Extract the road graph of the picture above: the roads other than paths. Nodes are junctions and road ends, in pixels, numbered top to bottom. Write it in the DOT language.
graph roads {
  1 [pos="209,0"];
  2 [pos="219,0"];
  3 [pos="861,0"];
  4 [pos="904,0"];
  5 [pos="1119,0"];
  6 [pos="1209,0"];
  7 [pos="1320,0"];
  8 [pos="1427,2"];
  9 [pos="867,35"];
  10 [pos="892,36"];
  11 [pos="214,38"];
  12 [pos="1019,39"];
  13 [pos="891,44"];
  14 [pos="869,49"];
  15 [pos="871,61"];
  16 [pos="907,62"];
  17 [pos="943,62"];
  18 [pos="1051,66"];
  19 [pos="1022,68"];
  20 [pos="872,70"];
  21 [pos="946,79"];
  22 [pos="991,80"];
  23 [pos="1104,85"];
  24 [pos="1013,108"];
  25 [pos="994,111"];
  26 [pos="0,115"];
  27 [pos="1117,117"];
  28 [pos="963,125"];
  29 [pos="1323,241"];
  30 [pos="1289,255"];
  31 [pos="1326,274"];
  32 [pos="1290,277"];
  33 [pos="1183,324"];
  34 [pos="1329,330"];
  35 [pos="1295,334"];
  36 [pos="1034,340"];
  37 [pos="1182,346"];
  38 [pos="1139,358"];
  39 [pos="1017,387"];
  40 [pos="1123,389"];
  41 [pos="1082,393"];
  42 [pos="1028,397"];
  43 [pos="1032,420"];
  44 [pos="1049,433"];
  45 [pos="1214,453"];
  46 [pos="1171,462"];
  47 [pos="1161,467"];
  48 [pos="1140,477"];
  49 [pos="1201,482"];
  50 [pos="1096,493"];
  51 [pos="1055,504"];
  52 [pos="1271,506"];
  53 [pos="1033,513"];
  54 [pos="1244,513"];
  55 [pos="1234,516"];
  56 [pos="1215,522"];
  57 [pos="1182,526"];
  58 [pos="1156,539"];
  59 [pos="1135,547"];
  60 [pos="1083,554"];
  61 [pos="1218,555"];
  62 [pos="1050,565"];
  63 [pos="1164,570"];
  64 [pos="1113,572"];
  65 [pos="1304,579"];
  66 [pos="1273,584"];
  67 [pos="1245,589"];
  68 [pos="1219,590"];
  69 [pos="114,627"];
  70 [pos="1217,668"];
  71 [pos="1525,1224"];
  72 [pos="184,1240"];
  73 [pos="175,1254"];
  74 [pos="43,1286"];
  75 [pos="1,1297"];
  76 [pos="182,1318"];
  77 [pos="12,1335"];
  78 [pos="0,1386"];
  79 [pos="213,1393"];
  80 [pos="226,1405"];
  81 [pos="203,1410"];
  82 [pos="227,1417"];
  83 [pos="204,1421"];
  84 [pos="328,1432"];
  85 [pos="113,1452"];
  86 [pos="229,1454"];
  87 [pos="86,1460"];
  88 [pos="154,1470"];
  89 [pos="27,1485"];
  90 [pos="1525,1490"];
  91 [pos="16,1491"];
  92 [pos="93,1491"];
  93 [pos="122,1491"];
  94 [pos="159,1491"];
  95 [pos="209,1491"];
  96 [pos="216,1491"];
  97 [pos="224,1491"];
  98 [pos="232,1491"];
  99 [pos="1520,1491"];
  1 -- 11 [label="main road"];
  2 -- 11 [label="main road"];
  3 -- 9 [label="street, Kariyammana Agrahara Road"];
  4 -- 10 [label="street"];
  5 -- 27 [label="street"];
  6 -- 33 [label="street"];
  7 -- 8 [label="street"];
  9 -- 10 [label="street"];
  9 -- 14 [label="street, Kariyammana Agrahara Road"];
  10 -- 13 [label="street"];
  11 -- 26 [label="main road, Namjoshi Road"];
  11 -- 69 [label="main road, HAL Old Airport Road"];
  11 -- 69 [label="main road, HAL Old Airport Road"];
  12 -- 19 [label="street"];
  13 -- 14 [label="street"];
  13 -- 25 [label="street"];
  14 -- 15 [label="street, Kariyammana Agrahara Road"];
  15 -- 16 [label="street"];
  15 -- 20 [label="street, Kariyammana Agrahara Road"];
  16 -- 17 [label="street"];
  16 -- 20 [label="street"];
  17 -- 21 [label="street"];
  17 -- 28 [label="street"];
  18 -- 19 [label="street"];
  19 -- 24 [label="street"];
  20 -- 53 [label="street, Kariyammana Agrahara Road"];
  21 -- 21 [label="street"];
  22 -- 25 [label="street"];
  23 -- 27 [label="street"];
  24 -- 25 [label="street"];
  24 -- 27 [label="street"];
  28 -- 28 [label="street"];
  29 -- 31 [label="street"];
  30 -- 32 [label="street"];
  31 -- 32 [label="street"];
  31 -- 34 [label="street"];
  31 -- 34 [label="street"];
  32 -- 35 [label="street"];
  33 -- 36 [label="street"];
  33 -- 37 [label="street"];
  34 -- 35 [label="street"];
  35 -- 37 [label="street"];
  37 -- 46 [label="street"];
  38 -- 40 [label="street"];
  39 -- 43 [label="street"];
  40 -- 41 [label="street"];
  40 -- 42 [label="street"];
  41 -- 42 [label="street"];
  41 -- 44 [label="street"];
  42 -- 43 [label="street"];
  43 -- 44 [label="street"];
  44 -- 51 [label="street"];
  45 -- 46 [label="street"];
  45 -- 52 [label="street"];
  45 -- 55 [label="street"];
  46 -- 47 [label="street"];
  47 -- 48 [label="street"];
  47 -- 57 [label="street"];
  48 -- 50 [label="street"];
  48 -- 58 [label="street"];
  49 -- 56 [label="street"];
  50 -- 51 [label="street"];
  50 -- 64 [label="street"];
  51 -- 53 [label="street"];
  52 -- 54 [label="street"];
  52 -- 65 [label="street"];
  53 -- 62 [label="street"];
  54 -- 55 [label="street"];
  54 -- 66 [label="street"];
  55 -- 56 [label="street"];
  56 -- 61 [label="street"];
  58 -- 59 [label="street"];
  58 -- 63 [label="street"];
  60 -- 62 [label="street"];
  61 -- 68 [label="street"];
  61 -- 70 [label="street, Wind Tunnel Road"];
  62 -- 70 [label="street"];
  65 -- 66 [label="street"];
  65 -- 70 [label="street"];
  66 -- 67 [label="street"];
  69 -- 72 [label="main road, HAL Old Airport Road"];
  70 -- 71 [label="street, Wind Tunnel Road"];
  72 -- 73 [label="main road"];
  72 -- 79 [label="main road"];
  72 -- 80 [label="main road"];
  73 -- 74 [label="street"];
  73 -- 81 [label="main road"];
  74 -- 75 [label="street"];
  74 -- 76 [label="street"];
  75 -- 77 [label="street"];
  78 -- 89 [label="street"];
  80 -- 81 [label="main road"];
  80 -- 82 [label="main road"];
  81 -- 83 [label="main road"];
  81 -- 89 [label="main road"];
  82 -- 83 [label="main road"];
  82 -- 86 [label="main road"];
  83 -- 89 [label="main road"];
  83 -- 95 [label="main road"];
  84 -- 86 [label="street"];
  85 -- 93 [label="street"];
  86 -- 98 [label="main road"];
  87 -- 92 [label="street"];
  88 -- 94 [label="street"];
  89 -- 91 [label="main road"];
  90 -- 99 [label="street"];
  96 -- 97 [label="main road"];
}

*To do:* The material above must be written out again in full, exactly.

*Answer below:*
Extract the road graph of the picture above: the roads other than paths. Nodes are junctions and road ends, in pixels, numbered top to bottom. Write it in the DOT language.
graph roads {
  1 [pos="209,0"];
  2 [pos="219,0"];
  3 [pos="861,0"];
  4 [pos="904,0"];
  5 [pos="1119,0"];
  6 [pos="1209,0"];
  7 [pos="1320,0"];
  8 [pos="1427,2"];
  9 [pos="867,35"];
  10 [pos="892,36"];
  11 [pos="214,38"];
  12 [pos="1019,39"];
  13 [pos="891,44"];
  14 [pos="869,49"];
  15 [pos="871,61"];
  16 [pos="907,62"];
  17 [pos="943,62"];
  18 [pos="1051,66"];
  19 [pos="1022,68"];
  20 [pos="872,70"];
  21 [pos="946,79"];
  22 [pos="991,80"];
  23 [pos="1104,85"];
  24 [pos="1013,108"];
  25 [pos="994,111"];
  26 [pos="0,115"];
  27 [pos="1117,117"];
  28 [pos="963,125"];
  29 [pos="1323,241"];
  30 [pos="1289,255"];
  31 [pos="1326,274"];
  32 [pos="1290,277"];
  33 [pos="1183,324"];
  34 [pos="1329,330"];
  35 [pos="1295,334"];
  36 [pos="1034,340"];
  37 [pos="1182,346"];
  38 [pos="1139,358"];
  39 [pos="1017,387"];
  40 [pos="1123,389"];
  41 [pos="1082,393"];
  42 [pos="1028,397"];
  43 [pos="1032,420"];
  44 [pos="1049,433"];
  45 [pos="1214,453"];
  46 [pos="1171,462"];
  47 [pos="1161,467"];
  48 [pos="1140,477"];
  49 [pos="1201,482"];
  50 [pos="1096,493"];
  51 [pos="1055,504"];
  52 [pos="1271,506"];
  53 [pos="1033,513"];
  54 [pos="1244,513"];
  55 [pos="1234,516"];
  56 [pos="1215,522"];
  57 [pos="1182,526"];
  58 [pos="1156,539"];
  59 [pos="1135,547"];
  60 [pos="1083,554"];
  61 [pos="1218,555"];
  62 [pos="1050,565"];
  63 [pos="1164,570"];
  64 [pos="1113,572"];
  65 [pos="1304,579"];
  66 [pos="1273,584"];
  67 [pos="1245,589"];
  68 [pos="1219,590"];
  69 [pos="114,627"];
  70 [pos="1217,668"];
  71 [pos="1525,1224"];
  72 [pos="184,1240"];
  73 [pos="175,1254"];
  74 [pos="43,1286"];
  75 [pos="1,1297"];
  76 [pos="182,1318"];
  77 [pos="12,1335"];
  78 [pos="0,1386"];
  79 [pos="213,1393"];
  80 [pos="226,1405"];
  81 [pos="203,1410"];
  82 [pos="227,1417"];
  83 [pos="204,1421"];
  84 [pos="328,1432"];
  85 [pos="113,1452"];
  86 [pos="229,1454"];
  87 [pos="86,1460"];
  88 [pos="154,1470"];
  89 [pos="27,1485"];
  90 [pos="1525,1490"];
  91 [pos="16,1491"];
  92 [pos="93,1491"];
  93 [pos="122,1491"];
  94 [pos="159,1491"];
  95 [pos="209,1491"];
  96 [pos="216,1491"];
  97 [pos="224,1491"];
  98 [pos="232,1491"];
  99 [pos="1520,1491"];
  1 -- 11 [label="main road"];
  2 -- 11 [label="main road"];
  3 -- 9 [label="street, Kariyammana Agrahara Road"];
  4 -- 10 [label="street"];
  5 -- 27 [label="street"];
  6 -- 33 [label="street"];
  7 -- 8 [label="street"];
  9 -- 10 [label="street"];
  9 -- 14 [label="street, Kariyammana Agrahara Road"];
  10 -- 13 [label="street"];
  11 -- 26 [label="main road, Namjoshi Road"];
  11 -- 69 [label="main road, HAL Old Airport Road"];
  11 -- 69 [label="main road, HAL Old Airport Road"];
  12 -- 19 [label="street"];
  13 -- 14 [label="street"];
  13 -- 25 [label="street"];
  14 -- 15 [label="street, Kariyammana Agrahara Road"];
  15 -- 16 [label="street"];
  15 -- 20 [label="street, Kariyammana Agrahara Road"];
  16 -- 17 [label="street"];
  16 -- 20 [label="street"];
  17 -- 21 [label="street"];
  17 -- 28 [label="street"];
  18 -- 19 [label="street"];
  19 -- 24 [label="street"];
  20 -- 53 [label="street, Kariyammana Agrahara Road"];
  21 -- 21 [label="street"];
  22 -- 25 [label="street"];
  23 -- 27 [label="street"];
  24 -- 25 [label="street"];
  24 -- 27 [label="street"];
  28 -- 28 [label="street"];
  29 -- 31 [label="street"];
  30 -- 32 [label="street"];
  31 -- 32 [label="street"];
  31 -- 34 [label="street"];
  31 -- 34 [label="street"];
  32 -- 35 [label="street"];
  33 -- 36 [label="street"];
  33 -- 37 [label="street"];
  34 -- 35 [label="street"];
  35 -- 37 [label="street"];
  37 -- 46 [label="street"];
  38 -- 40 [label="street"];
  39 -- 43 [label="street"];
  40 -- 41 [label="street"];
  40 -- 42 [label="street"];
  41 -- 42 [label="street"];
  41 -- 44 [label="street"];
  42 -- 43 [label="street"];
  43 -- 44 [label="street"];
  44 -- 51 [label="street"];
  45 -- 46 [label="street"];
  45 -- 52 [label="street"];
  45 -- 55 [label="street"];
  46 -- 47 [label="street"];
  47 -- 48 [label="street"];
  47 -- 57 [label="street"];
  48 -- 50 [label="street"];
  48 -- 58 [label="street"];
  49 -- 56 [label="street"];
  50 -- 51 [label="street"];
  50 -- 64 [label="street"];
  51 -- 53 [label="street"];
  52 -- 54 [label="street"];
  52 -- 65 [label="street"];
  53 -- 62 [label="street"];
  54 -- 55 [label="street"];
  54 -- 66 [label="street"];
  55 -- 56 [label="street"];
  56 -- 61 [label="street"];
  58 -- 59 [label="street"];
  58 -- 63 [label="street"];
  60 -- 62 [label="street"];
  61 -- 68 [label="street"];
  61 -- 70 [label="street, Wind Tunnel Road"];
  62 -- 70 [label="street"];
  65 -- 66 [label="street"];
  65 -- 70 [label="street"];
  66 -- 67 [label="street"];
  69 -- 72 [label="main road, HAL Old Airport Road"];
  70 -- 71 [label="street, Wind Tunnel Road"];
  72 -- 73 [label="main road"];
  72 -- 79 [label="main road"];
  72 -- 80 [label="main road"];
  73 -- 74 [label="street"];
  73 -- 81 [label="main road"];
  74 -- 75 [label="street"];
  74 -- 76 [label="street"];
  75 -- 77 [label="street"];
  78 -- 89 [label="street"];
  80 -- 81 [label="main road"];
  80 -- 82 [label="main road"];
  81 -- 83 [label="main road"];
  81 -- 89 [label="main road"];
  82 -- 83 [label="main road"];
  82 -- 86 [label="main road"];
  83 -- 89 [label="main road"];
  83 -- 95 [label="main road"];
  84 -- 86 [label="street"];
  85 -- 93 [label="street"];
  86 -- 98 [label="main road"];
  87 -- 92 [label="street"];
  88 -- 94 [label="street"];
  89 -- 91 [label="main road"];
  90 -- 99 [label="street"];
  96 -- 97 [label="main road"];
}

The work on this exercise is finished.